Review by Rea Keech
Set in Delhi from the years following Bush’s invasion of Iraq up to the middle of Obama’s first term as president, this novel depicts the philosophical development of Gora, an Indian university student who lives in times of violence between Hindus and Muslims in his own country and is aware of religious strife in the Middle East and Europe as well. In this Bildungsroman, Gora and his three friends Farooq, Yuri, and Milli become followers of a university professor of comparative religion who seems to be training them to join him in a great endeavor.
Gora and the others never experience the Dionysian side of life that Hesse’s heroes do—in all their years together Gora and his beloved Milli share no greater intimacy than holding hands—but they do come to an understanding that “religion is the teaching of great men and not divine revelation.” But understanding is not enough, their guru suggests.
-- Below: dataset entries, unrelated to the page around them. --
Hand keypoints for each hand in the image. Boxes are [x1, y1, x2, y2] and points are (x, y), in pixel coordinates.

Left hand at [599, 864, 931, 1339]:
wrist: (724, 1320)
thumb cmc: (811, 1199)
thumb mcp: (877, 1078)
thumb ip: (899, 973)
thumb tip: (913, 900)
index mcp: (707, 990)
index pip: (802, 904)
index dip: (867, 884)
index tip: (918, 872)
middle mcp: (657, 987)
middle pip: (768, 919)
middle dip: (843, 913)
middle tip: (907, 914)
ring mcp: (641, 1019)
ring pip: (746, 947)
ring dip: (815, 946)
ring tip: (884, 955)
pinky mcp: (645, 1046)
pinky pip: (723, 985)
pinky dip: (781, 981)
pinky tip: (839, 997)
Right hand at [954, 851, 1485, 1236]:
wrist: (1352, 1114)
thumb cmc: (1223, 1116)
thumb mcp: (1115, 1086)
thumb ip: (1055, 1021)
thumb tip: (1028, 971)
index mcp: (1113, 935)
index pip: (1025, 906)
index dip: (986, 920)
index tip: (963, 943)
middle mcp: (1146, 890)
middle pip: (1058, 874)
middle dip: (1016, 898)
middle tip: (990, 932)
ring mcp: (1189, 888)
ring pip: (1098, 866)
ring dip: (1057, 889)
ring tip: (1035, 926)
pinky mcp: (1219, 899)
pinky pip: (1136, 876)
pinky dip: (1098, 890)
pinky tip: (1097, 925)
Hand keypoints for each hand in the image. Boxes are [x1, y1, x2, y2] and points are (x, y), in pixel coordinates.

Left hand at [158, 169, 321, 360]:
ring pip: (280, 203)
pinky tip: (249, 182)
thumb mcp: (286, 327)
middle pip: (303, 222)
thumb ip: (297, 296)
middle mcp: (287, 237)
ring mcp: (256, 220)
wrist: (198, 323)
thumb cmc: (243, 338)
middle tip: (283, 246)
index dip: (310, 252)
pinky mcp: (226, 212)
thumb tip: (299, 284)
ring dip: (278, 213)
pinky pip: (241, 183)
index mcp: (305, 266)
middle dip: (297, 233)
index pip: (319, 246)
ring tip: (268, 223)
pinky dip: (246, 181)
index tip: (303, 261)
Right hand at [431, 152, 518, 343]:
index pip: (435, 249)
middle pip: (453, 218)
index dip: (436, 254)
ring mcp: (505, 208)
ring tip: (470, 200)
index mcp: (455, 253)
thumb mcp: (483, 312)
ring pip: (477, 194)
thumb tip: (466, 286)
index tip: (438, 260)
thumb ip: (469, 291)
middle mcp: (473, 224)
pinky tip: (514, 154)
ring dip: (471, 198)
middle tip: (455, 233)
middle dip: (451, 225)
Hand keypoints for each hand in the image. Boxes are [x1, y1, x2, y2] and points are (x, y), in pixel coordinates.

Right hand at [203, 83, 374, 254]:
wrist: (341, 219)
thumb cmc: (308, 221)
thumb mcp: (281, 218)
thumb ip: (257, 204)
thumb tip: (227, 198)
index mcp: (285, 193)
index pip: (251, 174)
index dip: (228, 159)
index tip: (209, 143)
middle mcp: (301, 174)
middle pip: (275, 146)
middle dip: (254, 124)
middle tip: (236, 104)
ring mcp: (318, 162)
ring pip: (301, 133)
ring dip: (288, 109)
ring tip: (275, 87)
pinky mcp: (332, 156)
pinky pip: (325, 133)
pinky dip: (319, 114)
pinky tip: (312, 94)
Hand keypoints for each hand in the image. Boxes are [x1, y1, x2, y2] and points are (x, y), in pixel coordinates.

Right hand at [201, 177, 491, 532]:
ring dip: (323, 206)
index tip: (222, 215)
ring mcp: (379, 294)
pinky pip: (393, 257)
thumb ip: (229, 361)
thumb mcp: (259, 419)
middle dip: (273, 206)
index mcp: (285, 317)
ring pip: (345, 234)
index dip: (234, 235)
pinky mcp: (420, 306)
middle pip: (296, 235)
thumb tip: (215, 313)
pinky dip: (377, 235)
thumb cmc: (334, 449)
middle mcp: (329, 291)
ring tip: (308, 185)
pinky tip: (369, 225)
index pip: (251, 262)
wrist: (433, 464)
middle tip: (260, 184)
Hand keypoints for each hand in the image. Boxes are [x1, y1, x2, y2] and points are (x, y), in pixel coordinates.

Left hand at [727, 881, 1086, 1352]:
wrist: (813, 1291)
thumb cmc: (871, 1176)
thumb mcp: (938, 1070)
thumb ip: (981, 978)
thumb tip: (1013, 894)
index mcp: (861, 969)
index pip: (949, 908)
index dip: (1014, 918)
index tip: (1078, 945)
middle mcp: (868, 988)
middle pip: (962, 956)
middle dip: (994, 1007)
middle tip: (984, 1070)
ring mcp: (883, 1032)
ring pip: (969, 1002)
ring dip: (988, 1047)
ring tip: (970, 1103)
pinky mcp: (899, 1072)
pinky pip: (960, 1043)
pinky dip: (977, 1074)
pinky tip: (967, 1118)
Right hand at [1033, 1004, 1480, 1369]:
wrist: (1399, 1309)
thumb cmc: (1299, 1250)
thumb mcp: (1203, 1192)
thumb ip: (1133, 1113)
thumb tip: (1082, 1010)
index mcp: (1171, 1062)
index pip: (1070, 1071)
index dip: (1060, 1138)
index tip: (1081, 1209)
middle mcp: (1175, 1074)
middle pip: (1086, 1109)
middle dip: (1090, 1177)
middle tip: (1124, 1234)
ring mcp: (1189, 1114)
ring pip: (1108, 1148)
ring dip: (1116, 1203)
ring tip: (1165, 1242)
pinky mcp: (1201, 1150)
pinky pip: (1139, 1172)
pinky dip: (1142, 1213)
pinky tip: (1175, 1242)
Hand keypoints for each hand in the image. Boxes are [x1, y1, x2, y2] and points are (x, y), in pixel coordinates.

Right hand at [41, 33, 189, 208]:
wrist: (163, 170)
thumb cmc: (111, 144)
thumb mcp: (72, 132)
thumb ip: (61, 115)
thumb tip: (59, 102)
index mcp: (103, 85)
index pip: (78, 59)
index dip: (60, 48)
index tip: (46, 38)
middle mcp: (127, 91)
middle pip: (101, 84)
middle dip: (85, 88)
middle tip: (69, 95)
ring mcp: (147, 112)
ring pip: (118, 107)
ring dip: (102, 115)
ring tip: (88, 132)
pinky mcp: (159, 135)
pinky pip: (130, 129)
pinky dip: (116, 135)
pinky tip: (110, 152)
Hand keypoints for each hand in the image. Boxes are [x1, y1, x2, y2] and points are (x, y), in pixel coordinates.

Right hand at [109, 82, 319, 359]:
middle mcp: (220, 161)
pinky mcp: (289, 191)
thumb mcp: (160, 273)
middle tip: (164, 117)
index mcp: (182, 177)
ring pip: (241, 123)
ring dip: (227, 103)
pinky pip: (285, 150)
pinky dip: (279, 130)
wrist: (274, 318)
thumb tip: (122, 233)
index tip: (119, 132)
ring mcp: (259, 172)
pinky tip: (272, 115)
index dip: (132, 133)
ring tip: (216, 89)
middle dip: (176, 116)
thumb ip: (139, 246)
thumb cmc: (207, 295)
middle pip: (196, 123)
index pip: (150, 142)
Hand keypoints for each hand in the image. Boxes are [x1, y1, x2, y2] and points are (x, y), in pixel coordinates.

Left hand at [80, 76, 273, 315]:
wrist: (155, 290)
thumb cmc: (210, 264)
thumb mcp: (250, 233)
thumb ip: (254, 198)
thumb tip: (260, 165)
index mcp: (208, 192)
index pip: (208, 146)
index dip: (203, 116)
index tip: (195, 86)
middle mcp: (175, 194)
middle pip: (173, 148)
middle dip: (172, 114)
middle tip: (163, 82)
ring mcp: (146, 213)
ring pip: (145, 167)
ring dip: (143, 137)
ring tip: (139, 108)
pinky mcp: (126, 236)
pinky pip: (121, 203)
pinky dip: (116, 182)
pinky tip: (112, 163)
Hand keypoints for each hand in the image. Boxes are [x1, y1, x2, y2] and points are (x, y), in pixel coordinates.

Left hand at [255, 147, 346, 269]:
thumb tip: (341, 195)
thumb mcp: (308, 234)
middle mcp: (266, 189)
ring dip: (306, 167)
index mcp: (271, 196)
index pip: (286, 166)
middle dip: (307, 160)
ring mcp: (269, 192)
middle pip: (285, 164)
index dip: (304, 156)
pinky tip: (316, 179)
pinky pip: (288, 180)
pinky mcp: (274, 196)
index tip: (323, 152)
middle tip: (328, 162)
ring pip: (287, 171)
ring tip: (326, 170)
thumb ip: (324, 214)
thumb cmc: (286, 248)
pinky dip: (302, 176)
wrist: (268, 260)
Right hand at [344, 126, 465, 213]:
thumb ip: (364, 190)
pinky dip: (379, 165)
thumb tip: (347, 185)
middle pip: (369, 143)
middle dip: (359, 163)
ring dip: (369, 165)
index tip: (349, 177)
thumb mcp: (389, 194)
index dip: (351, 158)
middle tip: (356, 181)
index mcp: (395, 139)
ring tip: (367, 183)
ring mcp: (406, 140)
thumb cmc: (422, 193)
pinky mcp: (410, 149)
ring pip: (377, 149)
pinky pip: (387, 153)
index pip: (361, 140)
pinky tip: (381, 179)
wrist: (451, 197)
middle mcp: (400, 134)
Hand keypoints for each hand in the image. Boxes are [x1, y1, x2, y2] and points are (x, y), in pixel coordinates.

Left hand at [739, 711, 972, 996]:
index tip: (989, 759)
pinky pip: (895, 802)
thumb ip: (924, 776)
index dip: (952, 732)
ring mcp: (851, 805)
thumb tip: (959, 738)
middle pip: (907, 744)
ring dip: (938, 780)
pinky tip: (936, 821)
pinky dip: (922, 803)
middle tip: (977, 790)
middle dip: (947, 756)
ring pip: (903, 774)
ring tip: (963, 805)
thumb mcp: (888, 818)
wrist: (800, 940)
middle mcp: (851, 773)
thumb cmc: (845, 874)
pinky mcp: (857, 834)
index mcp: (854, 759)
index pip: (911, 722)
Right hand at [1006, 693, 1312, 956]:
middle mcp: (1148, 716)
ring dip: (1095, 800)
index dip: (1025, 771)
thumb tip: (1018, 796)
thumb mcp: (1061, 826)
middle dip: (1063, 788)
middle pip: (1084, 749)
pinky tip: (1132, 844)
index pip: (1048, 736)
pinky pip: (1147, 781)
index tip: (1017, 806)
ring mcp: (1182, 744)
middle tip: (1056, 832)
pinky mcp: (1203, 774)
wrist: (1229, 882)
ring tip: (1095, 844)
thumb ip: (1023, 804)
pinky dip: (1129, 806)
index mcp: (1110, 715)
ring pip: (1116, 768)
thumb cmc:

Although he is a peaceful man (his name is Jain), he eventually calls them to action.
Jain has grown up in both the Hindu and Muslim traditions and has studied Buddhist and Christian beliefs as well. Like his disciples Gora and friends, he is disturbed by the violence caused by unthinking adherence to the precepts of religion, and he feels called to do something about it. He suffers a severe concussion and has a spiritual experience in which he is chosen to bring to his world a new revelation.
Like Krishna in the Bhagavad-Gita, who is radiantly transfigured for Arjuna, and like Jesus in the Gospel of Matthew, who is radiantly transfigured for Peter, James, and John, Jain has his own kind of transfiguration. Like these figures in the Hindu and Christian faith, he brings a new understanding of the canonized texts, this time of the Koran.
Telling the story through the eyes of Gora, grounds its philosophy in the reality of present times. The novel is written in a simple, elegant style. There can be no doubt that its message is important.